Ma l’attore è soprattutto la sua presenza fisica: il teatro è il luogo in cui si definisce l'essere attraverso l'azione e l'attore “rappresenta” qualcuno o qualcosa sulla scena in primo luogo attraverso il suo corpo, la sua voce, una maschera (in senso proprio o figurato) e altri attributi esteriori.
Articolando l'azione attraverso mimica, gestualità e prossemica, il corpo dell'attore in scena è proprio il perno su cui si fonda la comunicazione teatrale.
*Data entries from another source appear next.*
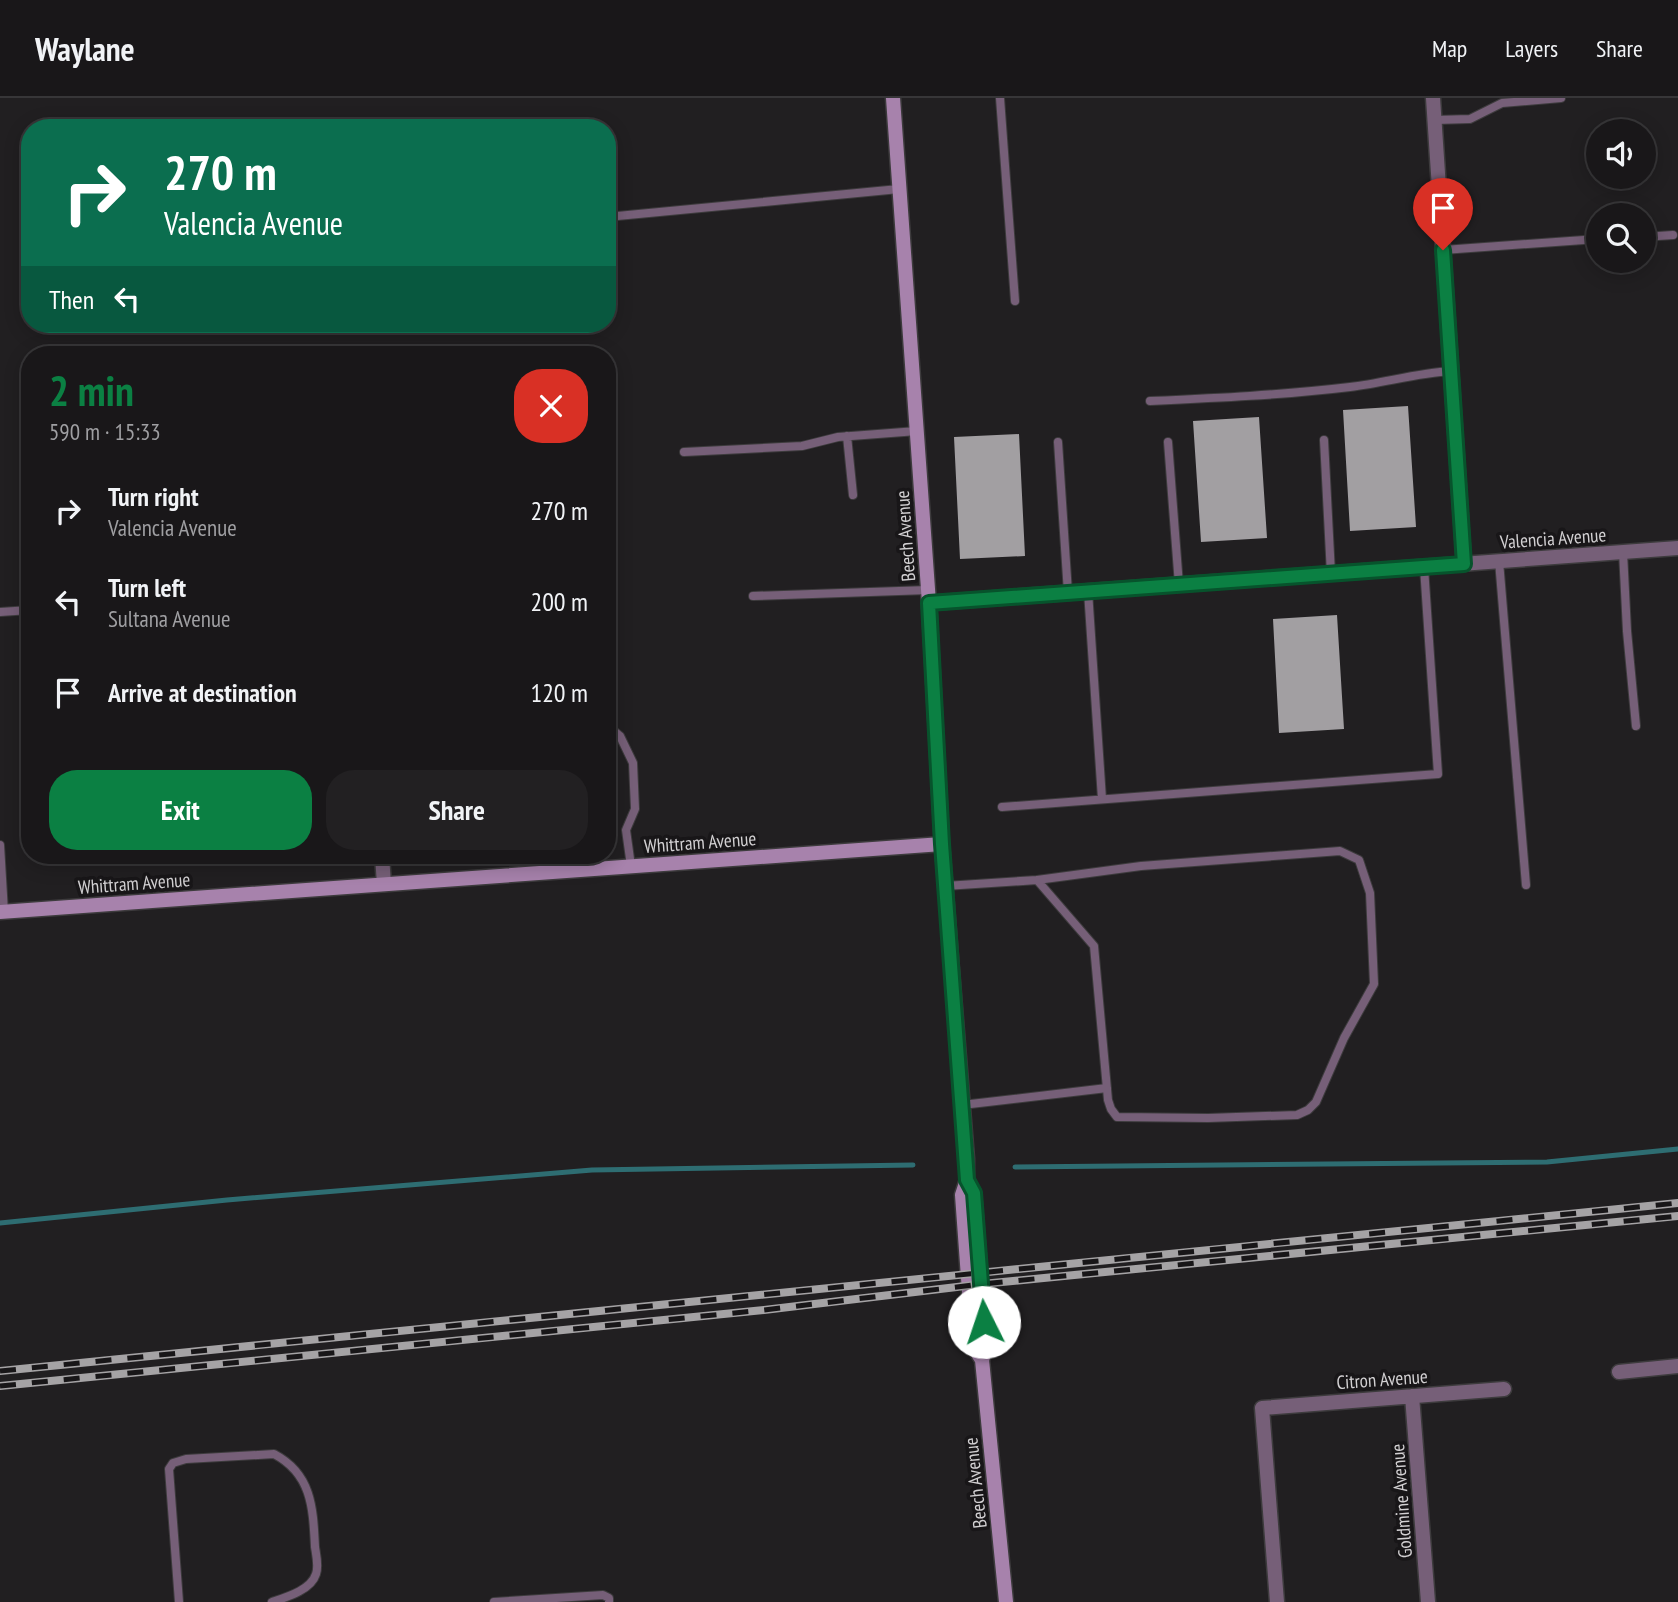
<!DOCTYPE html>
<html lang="en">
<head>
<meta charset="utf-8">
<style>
  body { margin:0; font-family:"PT Sans Narrow",sans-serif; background:#222022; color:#f1f3f6; height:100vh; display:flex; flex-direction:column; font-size:26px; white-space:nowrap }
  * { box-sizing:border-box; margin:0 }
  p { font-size:23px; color:#9f9fa2 }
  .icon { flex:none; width:38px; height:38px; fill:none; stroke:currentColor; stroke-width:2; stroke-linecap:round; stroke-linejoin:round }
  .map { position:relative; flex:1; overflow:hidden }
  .sheet { position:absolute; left:21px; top:248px; width:595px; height:518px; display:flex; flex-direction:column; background:#191719; border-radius:28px; box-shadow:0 4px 18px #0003,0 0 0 2px #373638 }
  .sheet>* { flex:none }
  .guide { position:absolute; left:21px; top:21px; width:595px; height:214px; border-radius:28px; box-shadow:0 4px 18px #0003,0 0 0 2px #373638; background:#0b6e4f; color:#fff; overflow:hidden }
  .fabs { position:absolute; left:1586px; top:21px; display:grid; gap:14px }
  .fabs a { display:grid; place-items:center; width:70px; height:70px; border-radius:50%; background:#191719; box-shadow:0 4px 18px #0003,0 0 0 2px #373638; font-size:35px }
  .pin { position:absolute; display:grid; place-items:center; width:60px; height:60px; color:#fff; margin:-72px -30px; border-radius:50% 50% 50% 0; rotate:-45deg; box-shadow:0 0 7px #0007 }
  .pin .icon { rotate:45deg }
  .me { position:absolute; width:77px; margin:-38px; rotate:356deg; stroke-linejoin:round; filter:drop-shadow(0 0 5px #0008) }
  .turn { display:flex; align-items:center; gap:24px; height:147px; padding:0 28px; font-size:32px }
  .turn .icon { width:91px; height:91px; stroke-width:2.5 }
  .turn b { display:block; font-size:49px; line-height:60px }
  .then { display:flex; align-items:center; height:66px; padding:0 28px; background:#0003; gap:14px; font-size:26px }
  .round { display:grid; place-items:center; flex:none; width:74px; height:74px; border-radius:28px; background:#222022 }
  .overview { display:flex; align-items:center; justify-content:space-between; height:119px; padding:0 28px }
  h1 { font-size:42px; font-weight:800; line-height:52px; color:#0b8043 }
  .cta { display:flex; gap:14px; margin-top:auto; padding:14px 28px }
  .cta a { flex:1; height:80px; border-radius:28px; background:#0b8043; color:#fff; font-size:28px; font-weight:800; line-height:80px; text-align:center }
  .cta a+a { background:#222022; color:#f1f3f6 }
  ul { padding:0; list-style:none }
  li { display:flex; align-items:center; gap:21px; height:91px; padding:0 28px }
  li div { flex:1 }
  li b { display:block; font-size:26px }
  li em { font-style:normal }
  header { display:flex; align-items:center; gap:42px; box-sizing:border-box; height:98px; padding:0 35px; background:#191719; border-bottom:2px solid #373638 }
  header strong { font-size:33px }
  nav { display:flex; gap:38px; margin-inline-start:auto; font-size:24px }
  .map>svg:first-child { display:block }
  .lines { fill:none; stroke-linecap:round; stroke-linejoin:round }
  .stream { stroke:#2e6d72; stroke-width:5 }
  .building { fill:#a29fa2 }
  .lane-casing { stroke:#3d3b3d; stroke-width:10 }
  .street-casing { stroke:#3d3b3d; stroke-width:17 }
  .secondary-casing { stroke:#3d3b3d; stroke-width:17 }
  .lane { stroke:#765f78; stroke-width:8 }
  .street { stroke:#765f78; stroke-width:14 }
  .secondary { stroke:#a782ac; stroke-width:14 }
  .rail-casing { stroke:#a5a3a5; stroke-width:8 }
  .rail { stroke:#181618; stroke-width:5; stroke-dasharray:16; stroke-linecap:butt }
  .route-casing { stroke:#07532c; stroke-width:18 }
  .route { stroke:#0b8043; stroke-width:12 }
  .labels { text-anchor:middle; stroke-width:7; stroke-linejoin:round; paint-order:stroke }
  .street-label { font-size:19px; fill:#d2d0d2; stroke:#181618 }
</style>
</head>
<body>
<header>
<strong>Waylane</strong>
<nav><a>Map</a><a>Layers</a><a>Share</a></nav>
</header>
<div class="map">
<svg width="1678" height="1504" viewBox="0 0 1678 1504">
  <rect width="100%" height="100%" fill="#211f21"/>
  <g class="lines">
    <path class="stream" d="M 1015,1069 L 1547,1064 L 1678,1051
      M 0,1125 L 227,1102 L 592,1072 L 913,1067"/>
  </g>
  <path class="building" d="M 1408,308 L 1416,429 L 1350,433 L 1343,312 Z
    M 1259,319 L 1267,440 L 1201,444 L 1193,323 Z
    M 1019,336 L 1025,458 L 960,461 L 954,339 Z
    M 1337,517 L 1344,631 L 1279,635 L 1273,521 Z"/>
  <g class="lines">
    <defs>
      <path id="lane" d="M 1000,0 L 1015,203
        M 1435,22 L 1470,21 L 1502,5 L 1561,0
        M 607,119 L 899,91
        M 1643,139 L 1673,137
        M 1443,152 L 1598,141
        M 1150,303 C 1217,300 1283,297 1350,289 C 1384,285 1417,275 1451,273
        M 847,338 L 853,397
        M 1324,342 L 1331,476
        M 1058,344 L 1068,495
        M 1168,344 L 1179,487
        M 684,354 L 802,348 L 838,339 L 917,333
        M 1623,454 L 1627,533 L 1636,628
        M 1499,463 L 1526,787
        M 1088,493 L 1102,701
        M 753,498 L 928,492
        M 0,514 L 30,512
        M 607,627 L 620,638 L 633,665 L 635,711 L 626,732 L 631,768
        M 1002,709 L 1438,676 L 1424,469
        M 0,747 L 4,814
        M 945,788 L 1037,782 L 1094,848 L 1108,1002 L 1111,1011 L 1117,1019 L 1208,1020 L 1297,1017 L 1308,1012 L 1316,1004 L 1344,940 L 1374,886 L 1370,795 L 1359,762 L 1340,753 L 1141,768 L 1037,782
        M 962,1007 L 1107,990
        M 179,1504 L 169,1371 L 173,1365 L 186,1361 L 274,1356 C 312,1376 313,1410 315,1449 C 316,1456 319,1468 316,1476 C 311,1492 287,1499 272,1504
        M 494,1504 L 603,1497 L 609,1500 L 609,1504"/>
      <path id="street" d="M 1433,0 L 1464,466
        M 929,505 L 1678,450
        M 382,758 L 384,786
        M 1619,1274 L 1678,1268
        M 1412,1298 L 1428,1504
        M 1277,1504 L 1262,1310 L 1504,1291"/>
      <path id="secondary" d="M 893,0 L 929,505 L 942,746 L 967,1061 L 967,1082 L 962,1097 L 973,1248 L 982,1262
        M 0,814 L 942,746
        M 967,1082 L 974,1095 L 986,1250 L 982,1262 L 1006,1504"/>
    </defs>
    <use href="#lane" class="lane-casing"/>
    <use href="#street" class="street-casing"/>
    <use href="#secondary" class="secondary-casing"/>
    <use href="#lane" class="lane"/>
    <use href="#street" class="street"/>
    <use href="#secondary" class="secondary"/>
    <defs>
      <path id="rail" d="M 0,1273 L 1678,1105
        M 0,1288 L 764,1212 L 982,1186 L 1678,1118"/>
    </defs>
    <use href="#rail" class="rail-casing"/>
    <use href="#rail" class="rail"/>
  </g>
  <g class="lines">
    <defs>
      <path id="route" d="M 984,1224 L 974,1095 L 967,1082 L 942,746 L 929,505 L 1464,466 L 1443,152"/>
    </defs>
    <use href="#route" class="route-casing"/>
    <use href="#route" class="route"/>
  </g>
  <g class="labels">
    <g class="street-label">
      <text transform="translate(905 438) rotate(-94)" y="7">Beech Avenue</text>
      <text transform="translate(1553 440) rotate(-4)" y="7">Valencia Avenue</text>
      <text transform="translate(700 744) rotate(-4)" y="7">Whittram Avenue</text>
      <text transform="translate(134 785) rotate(-4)" y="7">Whittram Avenue</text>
      <text transform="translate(1382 1281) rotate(-4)" y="7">Citron Avenue</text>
      <text transform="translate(975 1385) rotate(-96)" y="7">Beech Avenue</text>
      <text transform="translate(1401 1403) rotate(-94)" y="7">Goldmine Avenue</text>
    </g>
  </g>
</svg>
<div class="fabs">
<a><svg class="icon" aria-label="sound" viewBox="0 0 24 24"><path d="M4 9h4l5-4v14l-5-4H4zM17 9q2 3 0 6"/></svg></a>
<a><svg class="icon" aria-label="search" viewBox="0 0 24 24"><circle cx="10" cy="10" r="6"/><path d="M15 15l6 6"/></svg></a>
</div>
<div class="pin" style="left:1443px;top:152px;background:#d93025"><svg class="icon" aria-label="arrive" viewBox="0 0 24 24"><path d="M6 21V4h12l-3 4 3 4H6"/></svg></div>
<svg class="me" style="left:984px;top:1224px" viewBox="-20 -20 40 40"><circle r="19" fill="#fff"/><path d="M0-13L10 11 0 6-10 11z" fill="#0b8043"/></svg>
<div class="guide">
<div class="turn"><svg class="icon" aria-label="right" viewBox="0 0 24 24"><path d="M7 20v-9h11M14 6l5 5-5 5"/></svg><div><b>270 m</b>Valencia Avenue</div></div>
<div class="then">Then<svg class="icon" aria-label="left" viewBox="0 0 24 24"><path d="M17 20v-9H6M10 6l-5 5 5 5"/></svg></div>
</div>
<section class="sheet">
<div class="overview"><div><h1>2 min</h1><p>590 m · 15:33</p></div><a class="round" style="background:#d93025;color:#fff"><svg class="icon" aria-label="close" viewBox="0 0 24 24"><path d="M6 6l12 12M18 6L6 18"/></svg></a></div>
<ul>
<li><svg class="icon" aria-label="right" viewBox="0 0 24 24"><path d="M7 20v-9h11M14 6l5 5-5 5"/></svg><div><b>Turn right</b><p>Valencia Avenue</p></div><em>270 m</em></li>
<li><svg class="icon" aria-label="left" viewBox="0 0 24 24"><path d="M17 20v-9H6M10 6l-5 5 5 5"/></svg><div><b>Turn left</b><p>Sultana Avenue</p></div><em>200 m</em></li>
<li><svg class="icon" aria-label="arrive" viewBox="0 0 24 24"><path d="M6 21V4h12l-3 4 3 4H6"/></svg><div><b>Arrive at destination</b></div><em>120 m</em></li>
</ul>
<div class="cta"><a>Exit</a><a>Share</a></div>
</section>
</div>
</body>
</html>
Ci sono anche aspetti “interiori”, i sentimenti, le opinioni, le sensazioni, le esperienze, che l'attore comunica; e qui il problema si pone a più livelli:
• gli aspetti psicologici e “spirituali” del personaggio
• gli aspetti psicologici e “spirituali” dell'attore come individuo
• gli aspetti psicologici e “spirituali” dell'attore durante la performance
A seconda della scuola di pensiero, l’attore potrà raggiungere l’interpretazione in diversi modi: o sviluppando dinamiche interiori adatte a comunicare agli spettatori gli aspetti emotivi del personaggio, o attraverso azioni che compie in scena con l’ausilio di un corpo preciso e presente, o mostrando al pubblico le relazioni che si instaurano tra i personaggi. Oppure tutte queste cose insieme. Solitamente il testo diventa un “pretesto” espressivo che induce a ricercare il vero significato nelle intenzioni che stanno tra le righe. Forse un attore flemmatico non potrà mai essere un iroso, ma attraverso la ricerca, lo studio del personaggio, del contesto, delle relazioni e di ciò che voleva trasmettere l’autore, potrà usare la sua empatia per avvicinarsi sempre di più a caratteristiche diverse dalle sue. Questa è, infatti, la parte più interessante del viaggio chiamato interpretazione.